Knarfian wrote:1) This page https://www.z88dk.org/wiki/doku.php?id= ... t_embedded
says the "embedded" target is now renamed "z80", but if I use that target instead, the embedded examples seem to break?
I would have to see what your compile line was and what examples you are trying. "embedded" exists in both the classic and newlib (deprecated in favour of +z80 in newlib). In classic, embedded is somebody's z80 embedded computer that was submitted many years ago. In newlib it was taken as the name for a generic z80 computer and then deprecated in favour of +z80 because there's a need for a generic target for different processors like the z180 and rabbits, and naming the generic target after the processor seemed to make sense.

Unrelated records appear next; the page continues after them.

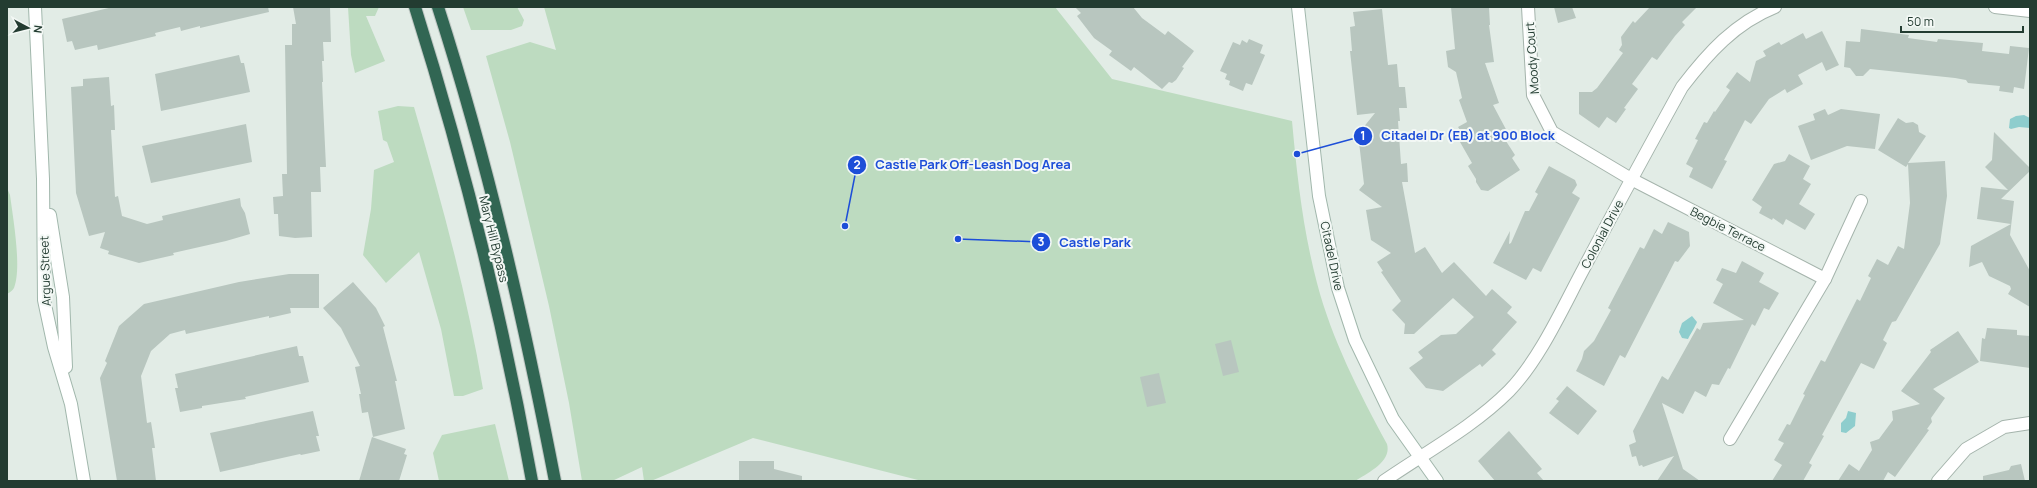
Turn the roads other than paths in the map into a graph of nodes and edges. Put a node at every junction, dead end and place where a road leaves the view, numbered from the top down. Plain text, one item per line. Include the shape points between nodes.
1 (35, 7) edge
2 (415, 7) edge
3 (438, 7) edge
4 (1298, 7) edge
5 (1528, 7) edge
6 (1775, 7) edge
7 (1996, 7) edge
8 (2030, 11) edge
9 (43, 179) junction
10 (1631, 179) junction
11 (1861, 201) dead end
12 (1826, 279) junction
13 (66, 385) junction
14 (2030, 423) edge
15 (1730, 439) dead end
16 (1421, 457) junction
17 (84, 481) edge
18 (532, 481) edge
19 (555, 481) edge
20 (1384, 481) edge
21 (1437, 481) edge
22 (1938, 481) edge

1 - 9 street, Argue Street
2 - 18 highway, Mary Hill Bypass via 447,112 479,234 503,336
3 - 19 highway, Mary Hill Bypass via 488,182 522,319
4 - 16 street, Citadel Drive via 1319,196 1338,288 1355,340 1377,388 1393,419
5 - 10 street, Moody Court via 1533,95 1552,132
6 - 10 street, Colonial Drive via 1743,24 1722,40 1700,64 1682,87
7 - 8 street
9 - 13 street, Argue Street via 63,297
9 - 13 street, Argue Street via 44,300 54,347
10 - 12 street, Begbie Terrace
10 - 16 street, Colonial Drive via 1561,310 1523,374 1508,392 1487,410
11 - 12 street
12 - 15 street
13 - 17 street, Argue Street
14 - 22 street via 2004,427 1966,449
16 - 20 street, Colonial Drive
16 - 21 street, Citadel Drive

2) Aside from this, should I be making my own z80mc target using the "new" clib, or just trying to use the embedded (or z80) one with some #pragmas, etc.?
As soon as you want specialized code available in the z88dk library itself then making a specific target makes sense. For example you want to add serial drivers and have that integrated into printf/scanf so making a target makes sense. Quite often embedded systems don't bother integrating into stdio so they just use the c stdlib and have their own custom code for io.. in this case the generic target is perfectly fine. (In the library we do try to maintain both ways btw - a low level driver for devices and then a higher level built on that to integrate into stdio. This makes that code optionally available as fast & simple or complete & full-featured which the programmer can choose between).

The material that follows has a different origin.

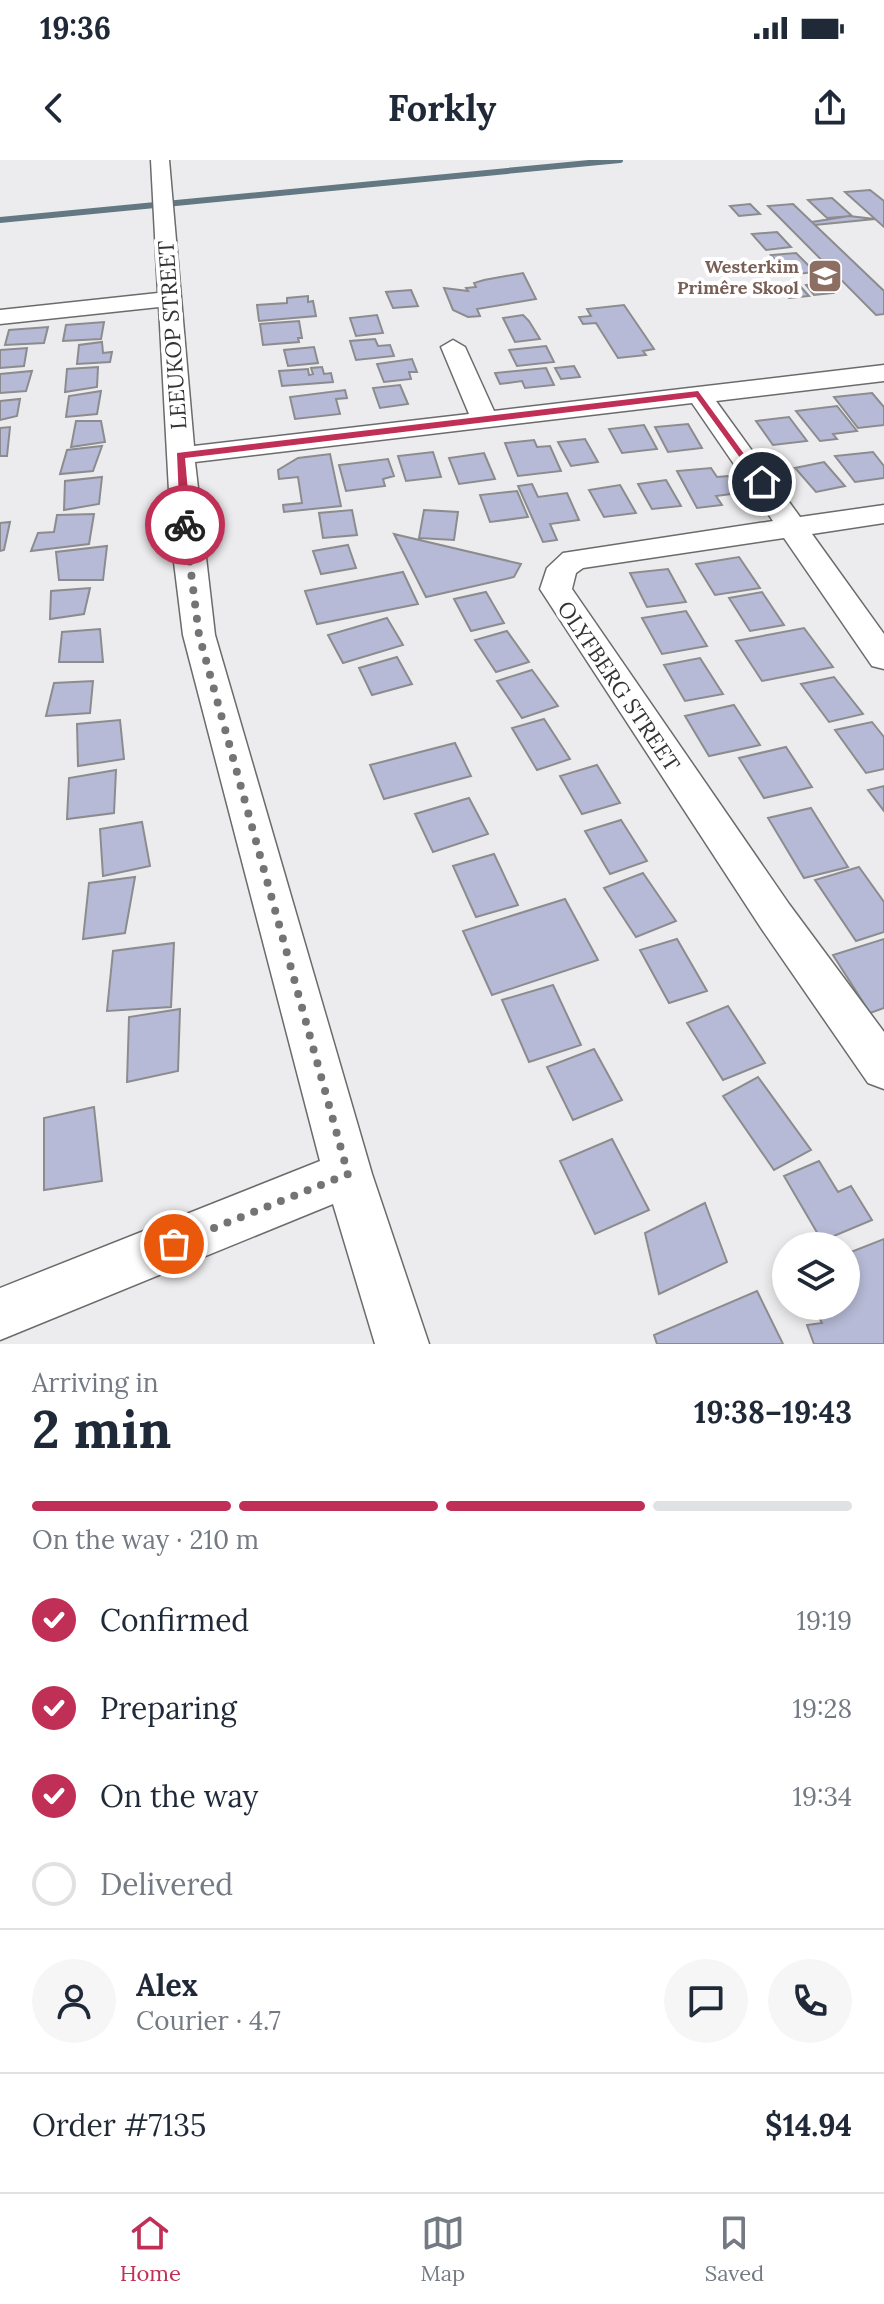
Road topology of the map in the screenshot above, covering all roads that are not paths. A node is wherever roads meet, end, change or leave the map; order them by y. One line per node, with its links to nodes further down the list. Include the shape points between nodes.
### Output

3) Most of the recent porting work announced on this forum seems to center around the "classic" clib, should I be looking at starting there instead?
For embedded systems I would go newlib.. you have more control over things. newlib has not yet integrated file io into stdio; instead some targets have low level disk functions implemented (built on top of a native operating system) and some embedded systems are using ChanFatFS for file io instead. So you can fprintf to a serial device, eg, but you cannot fprintf to a disk device except by way of what ChanFatFS, etc, allow (and these may require you to sprintf into a buffer that is sent in a write operation). Classic does have disk io integrated but it does depend on an underlying operating system to do the device io. Besides that classic has some things like graphics routines that are not in newlib. Newlib also has a few things not in classic.

cpm exists as a target in both classic and the newlib. It's hw independent so you should be able to compile for cpm and it will just work on your system. Again, newlib has not integrated file io whereas classic has for the cpm target. Choosing one or the other is a swicth on the compile line.